You Probably Believe This Kellogg's Corn Flakes Urban Legend
For a short flurry in August 2019, social media buzzed with its search for the reason why Kellogg's Corn Flakes cereal was invented. The reason for this, as best exemplified by a reaction video uploaded to Twitter by the comedian Ricky Berwick, is that the Kellogg family believed that the cereal would bring health benefits to all aspects of life, thus reducing the need to manually relieve oneself of one's pent up sexual stress. You can imagine the salience such a fact would gain on social media.
However, Snopes decided to fact check the story and discovered no actual evidence for the claims made. They managed to track down the earliest mention of Kellogg's purpose as a bulwark against the needs of self-satisfaction in a 2012 article by Mental Floss. The article explains Kellogg's general belief that, like the humors in the Medieval period, a person's health can be regulated by adding various elements to their diet: "He thought that meat and certain flavorful or seasoned foods increased sexual desire, and that plainer food, especially cereals and nuts, could curb it." It also touches upon Kellogg's prudish views on both intercourse with one's spouse and, in his view even worse, intracourse.
The piece then jumped to the conclusion that his general views on sex were at the forefront of the invention of Corn Flakes, when instead, food historians point to it as a proposed cure for indigestion. So, all the pieces are right. They just don't fit that way.
On the other hand, Graham Crackers were intended as such
Do not be too disappointed, though. While they debunk the connection between one iconic food and Puritan disdain for one's lustful tendencies, Snopes has verified another: graham crackers.
In a 2002 fact check, Snopes found that Reverend Sylvester Graham also believed that a stodgy diet devoid of meat and filled with fiber would reduce one's desires. Somewhere along the line, though — sources disagree about the actual date — a biscuit named after Reverend Graham emerged. Today's graham cracker, however, differs radically from that envisaged by the teachings of Reverend Graham as it is made from sugar and bleached white flour, both from which he also abstained.

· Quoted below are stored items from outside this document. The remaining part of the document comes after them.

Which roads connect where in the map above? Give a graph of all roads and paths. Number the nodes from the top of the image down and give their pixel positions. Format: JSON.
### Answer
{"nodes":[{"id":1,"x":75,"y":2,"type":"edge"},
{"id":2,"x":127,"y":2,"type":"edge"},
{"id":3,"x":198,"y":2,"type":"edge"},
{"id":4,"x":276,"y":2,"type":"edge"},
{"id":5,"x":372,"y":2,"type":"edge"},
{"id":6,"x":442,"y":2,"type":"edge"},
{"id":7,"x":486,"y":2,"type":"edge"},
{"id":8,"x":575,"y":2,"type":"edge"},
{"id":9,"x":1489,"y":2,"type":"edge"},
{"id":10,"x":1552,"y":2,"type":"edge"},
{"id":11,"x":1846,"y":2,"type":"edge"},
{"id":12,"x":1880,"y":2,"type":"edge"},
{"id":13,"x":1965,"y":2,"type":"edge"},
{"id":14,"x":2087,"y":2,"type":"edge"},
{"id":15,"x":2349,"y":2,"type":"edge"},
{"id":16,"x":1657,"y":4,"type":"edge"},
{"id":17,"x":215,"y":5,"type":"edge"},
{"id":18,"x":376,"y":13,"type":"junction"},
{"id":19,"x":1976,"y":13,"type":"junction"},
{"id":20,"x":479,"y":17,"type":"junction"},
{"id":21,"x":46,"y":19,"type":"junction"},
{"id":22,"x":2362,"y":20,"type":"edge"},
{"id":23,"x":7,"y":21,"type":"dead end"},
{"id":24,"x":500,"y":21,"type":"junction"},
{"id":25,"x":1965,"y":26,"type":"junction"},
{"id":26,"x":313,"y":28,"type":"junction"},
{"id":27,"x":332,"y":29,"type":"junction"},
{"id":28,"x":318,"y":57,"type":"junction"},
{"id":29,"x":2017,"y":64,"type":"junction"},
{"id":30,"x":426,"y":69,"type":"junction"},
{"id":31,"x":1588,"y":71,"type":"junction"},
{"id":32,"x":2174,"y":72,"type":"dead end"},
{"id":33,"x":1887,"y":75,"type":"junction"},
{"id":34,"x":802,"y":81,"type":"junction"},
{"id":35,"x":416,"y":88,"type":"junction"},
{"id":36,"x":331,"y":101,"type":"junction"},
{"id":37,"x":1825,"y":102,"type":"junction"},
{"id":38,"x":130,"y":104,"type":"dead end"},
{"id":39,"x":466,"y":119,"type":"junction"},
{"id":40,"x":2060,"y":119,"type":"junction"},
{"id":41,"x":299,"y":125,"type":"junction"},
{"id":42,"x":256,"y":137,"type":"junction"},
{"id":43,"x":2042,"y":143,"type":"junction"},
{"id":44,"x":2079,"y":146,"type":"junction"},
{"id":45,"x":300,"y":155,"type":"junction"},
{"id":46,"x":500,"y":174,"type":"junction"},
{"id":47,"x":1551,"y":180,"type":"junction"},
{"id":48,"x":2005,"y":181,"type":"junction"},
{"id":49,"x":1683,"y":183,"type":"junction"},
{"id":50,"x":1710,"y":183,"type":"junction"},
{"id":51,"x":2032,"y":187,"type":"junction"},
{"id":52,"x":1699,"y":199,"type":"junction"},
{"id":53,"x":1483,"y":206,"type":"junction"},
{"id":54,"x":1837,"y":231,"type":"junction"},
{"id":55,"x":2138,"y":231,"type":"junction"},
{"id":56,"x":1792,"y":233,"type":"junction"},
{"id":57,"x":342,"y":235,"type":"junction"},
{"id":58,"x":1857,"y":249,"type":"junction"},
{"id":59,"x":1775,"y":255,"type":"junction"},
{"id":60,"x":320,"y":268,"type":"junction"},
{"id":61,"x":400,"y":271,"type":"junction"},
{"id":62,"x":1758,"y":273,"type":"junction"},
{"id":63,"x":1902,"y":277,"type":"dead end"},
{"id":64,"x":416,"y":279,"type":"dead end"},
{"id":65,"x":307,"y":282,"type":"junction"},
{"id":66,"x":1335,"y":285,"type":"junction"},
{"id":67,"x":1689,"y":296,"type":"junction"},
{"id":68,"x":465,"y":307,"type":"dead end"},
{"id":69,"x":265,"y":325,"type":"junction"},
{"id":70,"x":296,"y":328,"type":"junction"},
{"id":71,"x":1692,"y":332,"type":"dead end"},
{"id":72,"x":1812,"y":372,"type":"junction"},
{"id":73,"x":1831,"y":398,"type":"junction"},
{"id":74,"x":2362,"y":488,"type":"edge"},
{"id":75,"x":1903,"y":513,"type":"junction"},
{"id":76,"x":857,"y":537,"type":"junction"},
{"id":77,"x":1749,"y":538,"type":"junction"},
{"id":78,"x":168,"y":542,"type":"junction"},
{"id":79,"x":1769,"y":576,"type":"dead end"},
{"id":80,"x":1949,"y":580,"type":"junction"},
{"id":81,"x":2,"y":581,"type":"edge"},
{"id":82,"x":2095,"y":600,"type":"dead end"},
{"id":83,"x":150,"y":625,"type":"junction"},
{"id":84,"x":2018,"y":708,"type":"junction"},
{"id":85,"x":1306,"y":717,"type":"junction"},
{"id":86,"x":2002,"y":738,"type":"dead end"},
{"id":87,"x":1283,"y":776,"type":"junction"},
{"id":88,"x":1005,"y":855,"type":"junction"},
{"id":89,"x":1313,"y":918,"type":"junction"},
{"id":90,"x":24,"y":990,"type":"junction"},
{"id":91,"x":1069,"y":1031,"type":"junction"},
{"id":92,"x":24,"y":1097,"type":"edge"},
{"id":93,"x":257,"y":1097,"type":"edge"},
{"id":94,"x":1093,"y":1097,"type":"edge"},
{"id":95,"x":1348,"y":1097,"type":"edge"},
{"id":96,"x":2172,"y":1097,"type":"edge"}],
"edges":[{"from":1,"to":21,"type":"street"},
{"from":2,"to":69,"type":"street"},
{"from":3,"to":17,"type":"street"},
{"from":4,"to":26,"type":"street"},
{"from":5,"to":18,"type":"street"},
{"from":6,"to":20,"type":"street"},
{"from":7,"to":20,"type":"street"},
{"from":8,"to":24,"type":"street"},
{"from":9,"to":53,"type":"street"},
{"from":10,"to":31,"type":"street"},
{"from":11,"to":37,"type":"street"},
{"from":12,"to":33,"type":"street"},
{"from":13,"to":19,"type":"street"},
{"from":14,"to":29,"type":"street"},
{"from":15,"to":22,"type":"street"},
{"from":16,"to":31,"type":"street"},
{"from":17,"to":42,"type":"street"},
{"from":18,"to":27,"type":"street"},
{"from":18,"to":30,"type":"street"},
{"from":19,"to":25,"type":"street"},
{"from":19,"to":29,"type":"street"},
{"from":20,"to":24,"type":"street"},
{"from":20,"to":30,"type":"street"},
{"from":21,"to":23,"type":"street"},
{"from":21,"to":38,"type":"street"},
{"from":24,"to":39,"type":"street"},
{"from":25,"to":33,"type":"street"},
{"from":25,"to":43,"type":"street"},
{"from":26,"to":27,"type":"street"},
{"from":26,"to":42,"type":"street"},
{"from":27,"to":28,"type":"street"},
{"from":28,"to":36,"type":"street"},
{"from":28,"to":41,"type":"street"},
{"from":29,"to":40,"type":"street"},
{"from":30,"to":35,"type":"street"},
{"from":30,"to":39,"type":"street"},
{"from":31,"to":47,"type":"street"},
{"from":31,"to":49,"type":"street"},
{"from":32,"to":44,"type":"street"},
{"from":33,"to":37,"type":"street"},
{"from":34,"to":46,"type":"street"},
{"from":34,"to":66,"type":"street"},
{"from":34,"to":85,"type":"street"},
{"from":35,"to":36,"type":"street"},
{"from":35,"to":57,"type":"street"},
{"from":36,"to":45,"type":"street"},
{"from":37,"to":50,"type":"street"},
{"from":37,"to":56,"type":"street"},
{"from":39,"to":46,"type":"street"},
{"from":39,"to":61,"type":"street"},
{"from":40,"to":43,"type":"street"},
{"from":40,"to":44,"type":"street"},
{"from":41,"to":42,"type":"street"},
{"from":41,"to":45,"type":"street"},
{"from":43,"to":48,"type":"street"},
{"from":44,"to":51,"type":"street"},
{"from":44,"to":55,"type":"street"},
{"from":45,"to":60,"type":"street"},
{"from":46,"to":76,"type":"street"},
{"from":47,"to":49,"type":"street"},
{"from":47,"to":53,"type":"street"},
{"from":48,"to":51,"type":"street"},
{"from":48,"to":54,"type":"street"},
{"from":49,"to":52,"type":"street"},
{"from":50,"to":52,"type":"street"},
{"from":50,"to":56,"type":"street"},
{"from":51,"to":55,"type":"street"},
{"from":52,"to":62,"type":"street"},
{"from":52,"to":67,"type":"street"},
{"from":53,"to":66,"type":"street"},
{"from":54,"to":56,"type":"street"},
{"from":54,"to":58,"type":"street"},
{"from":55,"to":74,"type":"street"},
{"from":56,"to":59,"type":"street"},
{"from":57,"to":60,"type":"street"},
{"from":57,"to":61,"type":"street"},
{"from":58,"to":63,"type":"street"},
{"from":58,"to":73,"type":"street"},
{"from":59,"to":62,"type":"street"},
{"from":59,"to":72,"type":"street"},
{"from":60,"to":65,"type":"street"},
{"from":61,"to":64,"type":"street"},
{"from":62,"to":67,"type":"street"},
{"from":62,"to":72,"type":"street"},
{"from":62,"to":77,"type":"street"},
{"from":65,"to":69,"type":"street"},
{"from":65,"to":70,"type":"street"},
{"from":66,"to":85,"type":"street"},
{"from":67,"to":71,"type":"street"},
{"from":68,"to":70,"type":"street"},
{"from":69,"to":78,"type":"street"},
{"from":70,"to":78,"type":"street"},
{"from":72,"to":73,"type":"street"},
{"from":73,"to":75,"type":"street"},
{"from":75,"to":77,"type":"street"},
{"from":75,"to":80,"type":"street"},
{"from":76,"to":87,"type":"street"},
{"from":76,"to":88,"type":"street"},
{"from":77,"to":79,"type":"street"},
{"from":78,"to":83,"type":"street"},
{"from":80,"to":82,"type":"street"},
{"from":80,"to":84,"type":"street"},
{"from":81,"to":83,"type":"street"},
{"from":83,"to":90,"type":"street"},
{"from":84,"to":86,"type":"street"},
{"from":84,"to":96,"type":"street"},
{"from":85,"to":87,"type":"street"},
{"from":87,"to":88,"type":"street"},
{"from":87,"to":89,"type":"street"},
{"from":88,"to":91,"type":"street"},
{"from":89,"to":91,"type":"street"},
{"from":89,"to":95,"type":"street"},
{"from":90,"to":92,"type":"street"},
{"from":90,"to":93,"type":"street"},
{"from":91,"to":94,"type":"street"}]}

What is interesting then is how widespread such beliefs about the anaphrodisiatic qualities of heavy fiber, stodgy grains carried. Even though the connection to corn flakes proved false, both American staples emerged from roughly the same period in history with the same beliefs attached. However, considering the viral interest that the false claim attained, it seems that, even with society's progress on views of sexual orientation and the like, the essential prudishness that characterized the original Kellogg and Graham remains.